PROBLEM DESCRIPTION:
Repeat all of the data word for word so that only the pictures are missing from the copy.

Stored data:
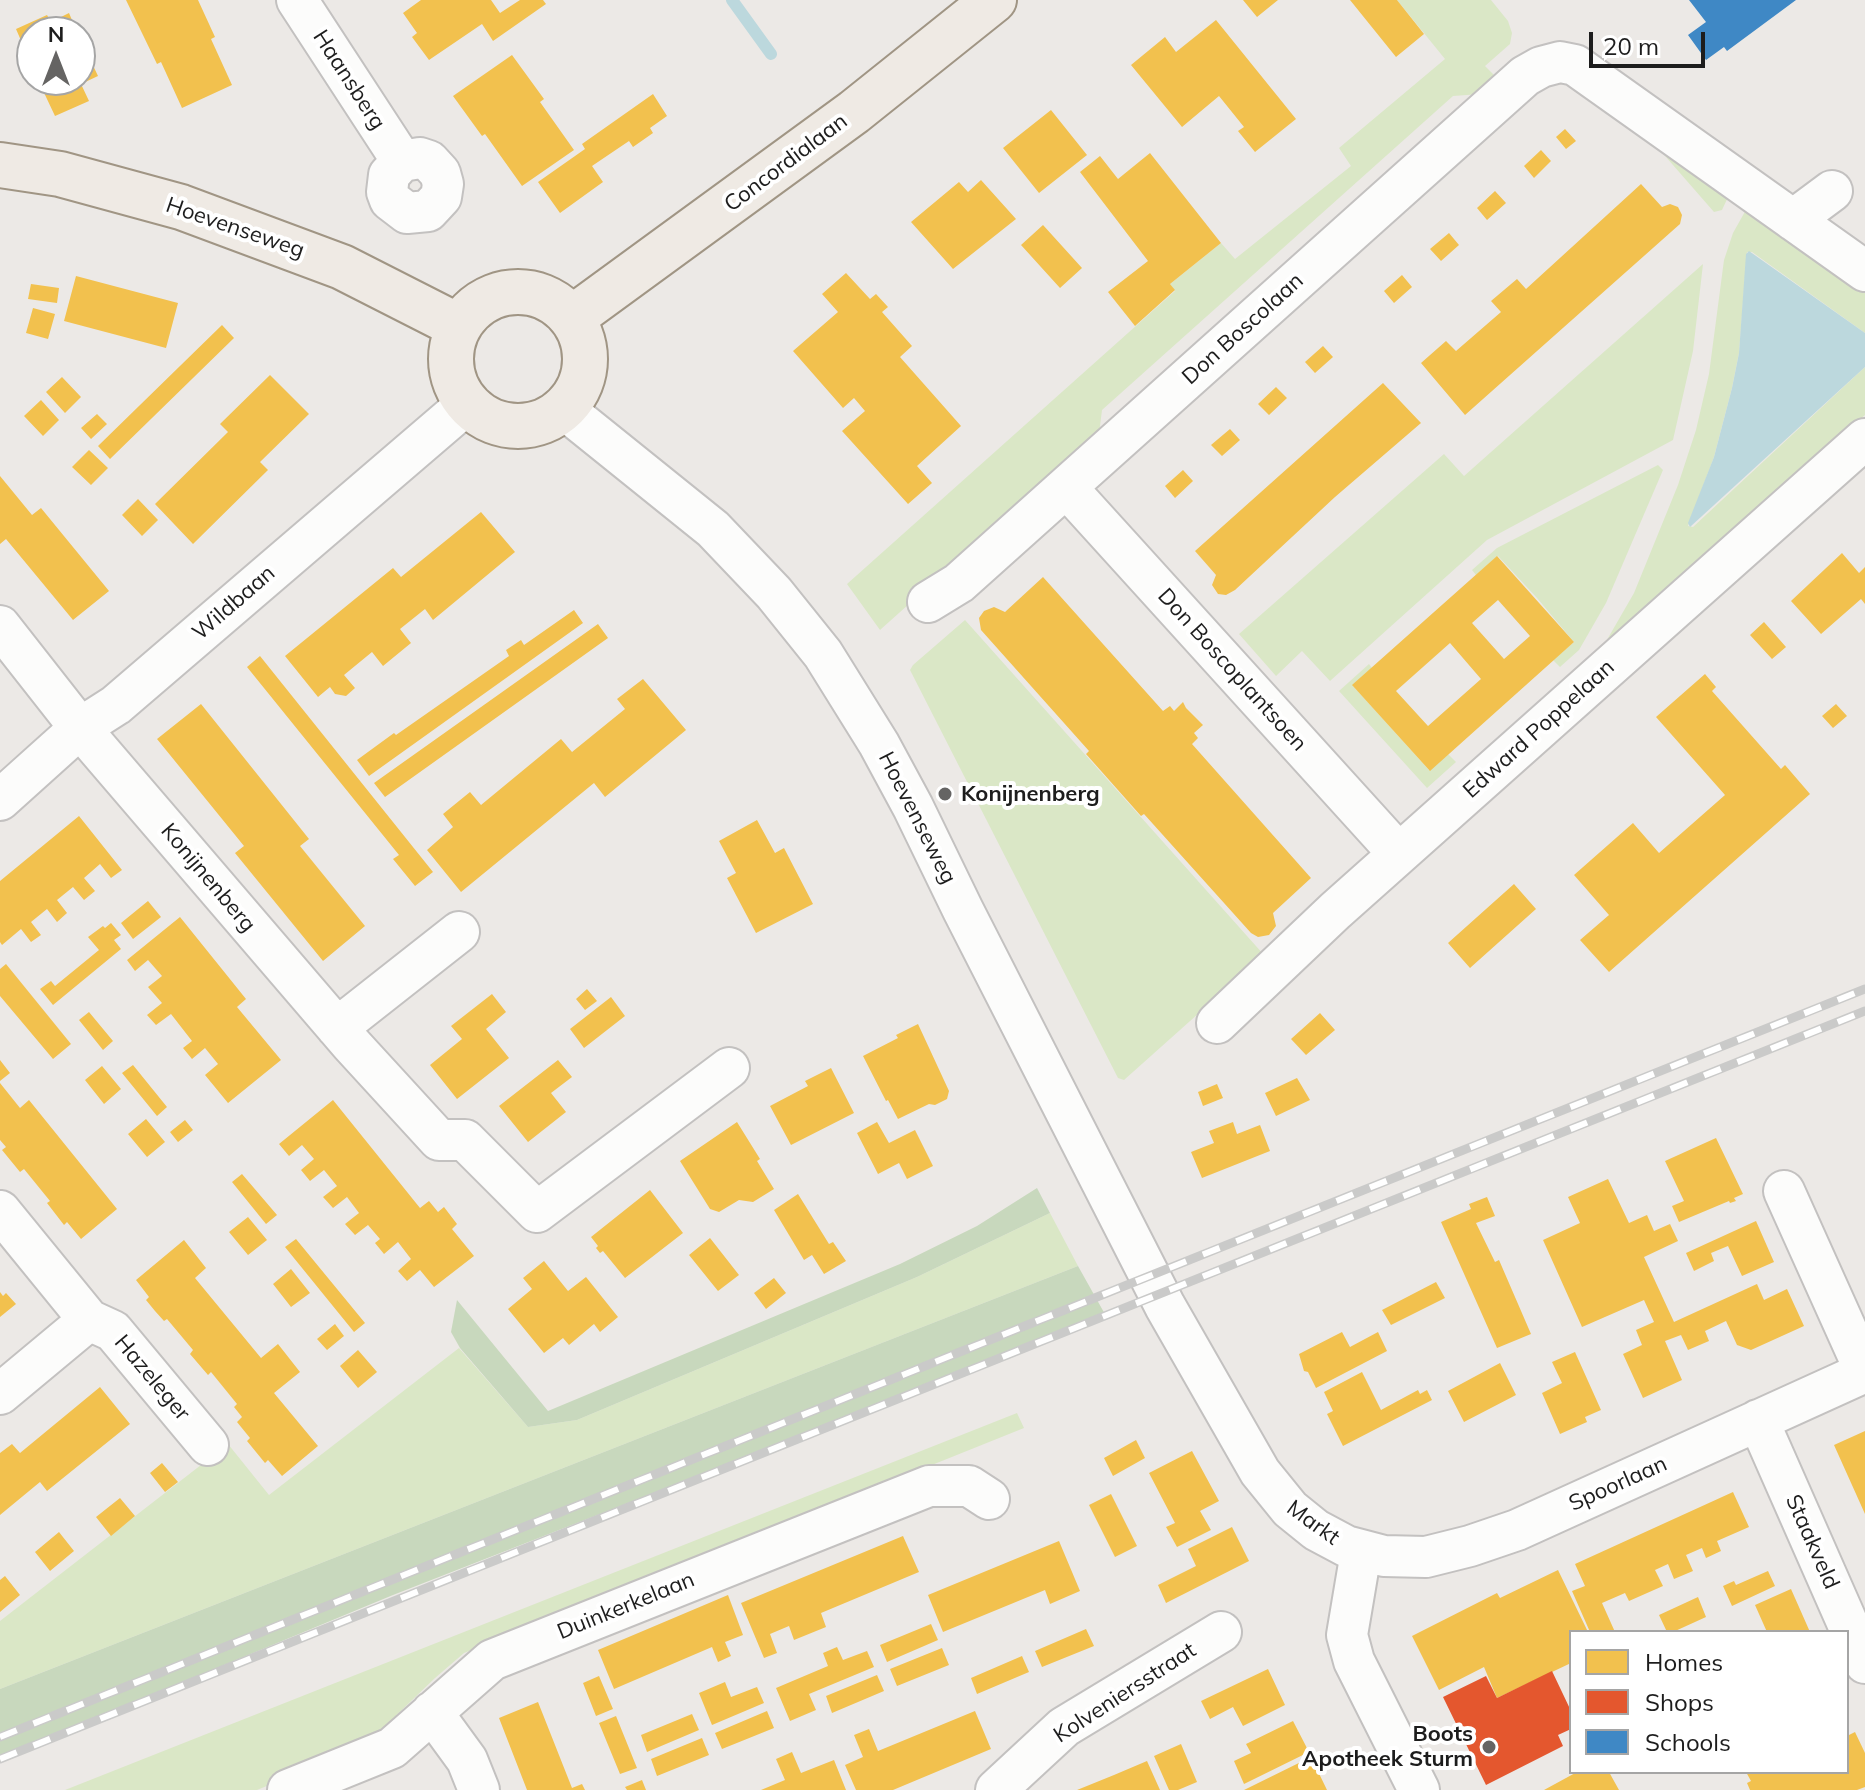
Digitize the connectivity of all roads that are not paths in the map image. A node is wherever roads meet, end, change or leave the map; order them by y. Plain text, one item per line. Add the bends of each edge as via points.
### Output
1 (297, 0) edge
2 (994, 0) edge
3 (402, 161) dead end
4 (0, 165) edge
5 (1832, 191) dead end
6 (1793, 220) junction
7 (1864, 269) edge
8 (572, 318) junction
9 (458, 326) junction
10 (467, 404) junction
11 (564, 409) junction
12 (1865, 439) edge
13 (1066, 487) junction
14 (928, 602) dead end
15 (0, 626) edge
16 (80, 728) junction
17 (0, 800) edge
18 (1399, 854) junction
19 (459, 932) dead end
20 (1217, 1023) dead end
21 (337, 1028) junction
22 (729, 1068) dead end
23 (1784, 1191) dead end
24 (0, 1211) edge
25 (1165, 1306) joint
26 (89, 1320) junction
27 (1865, 1372) edge
28 (0, 1394) edge
29 (1758, 1420) junction
30 (208, 1445) dead end
31 (989, 1499) dead end
32 (1361, 1552) junction
33 (1221, 1632) dead end
34 (1865, 1663) edge
35 (432, 1712) junction
36 (288, 1790) edge
37 (479, 1790) edge
38 (996, 1790) edge
39 (1419, 1790) edge

1 - 3 street, Haansberg
2 - 8 main road, Concordialaan via 842,121
4 - 9 main road, Hoevenseweg via 60,174 181,207 342,267
5 - 6 street
6 - 7 street
6 - 13 street, Don Boscolaan via 1575,65 1541,67
8 - 9 main road via 556,303 513,291 472,309
8 - 11 main road via 583,341 585,364 575,395
9 - 10 main road via 451,366
10 - 11 main road via 488,419 512,426 540,423
10 - 16 street, Wildbaan via 116,705
11 - 25 street, Hoevenseweg via 713,529 823,654 913,807
12 - 18 street, Edward Poppelaan
13 - 14 street, Don Boscolaan via 959,583
13 - 18 street, Don Boscoplantsoen
15 - 16 street, Konijnenberg
16 - 17 street, Wildbaan
16 - 21 street, Konijnenberg
18 - 20 street, Edward Poppelaan
19 - 21 street
21 - 22 street, Konijnenberg via 439,1140 465,1140 537,1212
23 - 27 street, Spoorlaan
24 - 26 street, Hazeleger
25 - 32 street, Markt via 1279,1497 1316,1530
26 - 28 street, Hazeleger
26 - 30 street, Hazeleger via 113,1331
27 - 29 street, Spoorlaan
29 - 32 street, Spoorlaan via 1493,1539 1426,1557
29 - 34 street, Staakveld
31 - 35 street, Duinkerkelaan via 969,1486 929,1486 492,1660
32 - 39 street, Markt via 1347,1635 1354,1661
33 - 38 street, Kolveniersstraat via 1064,1727
35 - 36 street, Duinkerkelaan via 392,1748
35 - 37 street via 467,1760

EXERCISE RESPONSE:
Digitize the connectivity of all roads that are not paths in the map image. A node is wherever roads meet, end, change or leave the map; order them by y. Plain text, one item per line. Add the bends of each edge as via points.
### Output
1 (297, 0) edge
2 (994, 0) edge
3 (402, 161) dead end
4 (0, 165) edge
5 (1832, 191) dead end
6 (1793, 220) junction
7 (1864, 269) edge
8 (572, 318) junction
9 (458, 326) junction
10 (467, 404) junction
11 (564, 409) junction
12 (1865, 439) edge
13 (1066, 487) junction
14 (928, 602) dead end
15 (0, 626) edge
16 (80, 728) junction
17 (0, 800) edge
18 (1399, 854) junction
19 (459, 932) dead end
20 (1217, 1023) dead end
21 (337, 1028) junction
22 (729, 1068) dead end
23 (1784, 1191) dead end
24 (0, 1211) edge
25 (1165, 1306) joint
26 (89, 1320) junction
27 (1865, 1372) edge
28 (0, 1394) edge
29 (1758, 1420) junction
30 (208, 1445) dead end
31 (989, 1499) dead end
32 (1361, 1552) junction
33 (1221, 1632) dead end
34 (1865, 1663) edge
35 (432, 1712) junction
36 (288, 1790) edge
37 (479, 1790) edge
38 (996, 1790) edge
39 (1419, 1790) edge

1 - 3 street, Haansberg
2 - 8 main road, Concordialaan via 842,121
4 - 9 main road, Hoevenseweg via 60,174 181,207 342,267
5 - 6 street
6 - 7 street
6 - 13 street, Don Boscolaan via 1575,65 1541,67
8 - 9 main road via 556,303 513,291 472,309
8 - 11 main road via 583,341 585,364 575,395
9 - 10 main road via 451,366
10 - 11 main road via 488,419 512,426 540,423
10 - 16 street, Wildbaan via 116,705
11 - 25 street, Hoevenseweg via 713,529 823,654 913,807
12 - 18 street, Edward Poppelaan
13 - 14 street, Don Boscolaan via 959,583
13 - 18 street, Don Boscoplantsoen
15 - 16 street, Konijnenberg
16 - 17 street, Wildbaan
16 - 21 street, Konijnenberg
18 - 20 street, Edward Poppelaan
19 - 21 street
21 - 22 street, Konijnenberg via 439,1140 465,1140 537,1212
23 - 27 street, Spoorlaan
24 - 26 street, Hazeleger
25 - 32 street, Markt via 1279,1497 1316,1530
26 - 28 street, Hazeleger
26 - 30 street, Hazeleger via 113,1331
27 - 29 street, Spoorlaan
29 - 32 street, Spoorlaan via 1493,1539 1426,1557
29 - 34 street, Staakveld
31 - 35 street, Duinkerkelaan via 969,1486 929,1486 492,1660
32 - 39 street, Markt via 1347,1635 1354,1661
33 - 38 street, Kolveniersstraat via 1064,1727
35 - 36 street, Duinkerkelaan via 392,1748
35 - 37 street via 467,1760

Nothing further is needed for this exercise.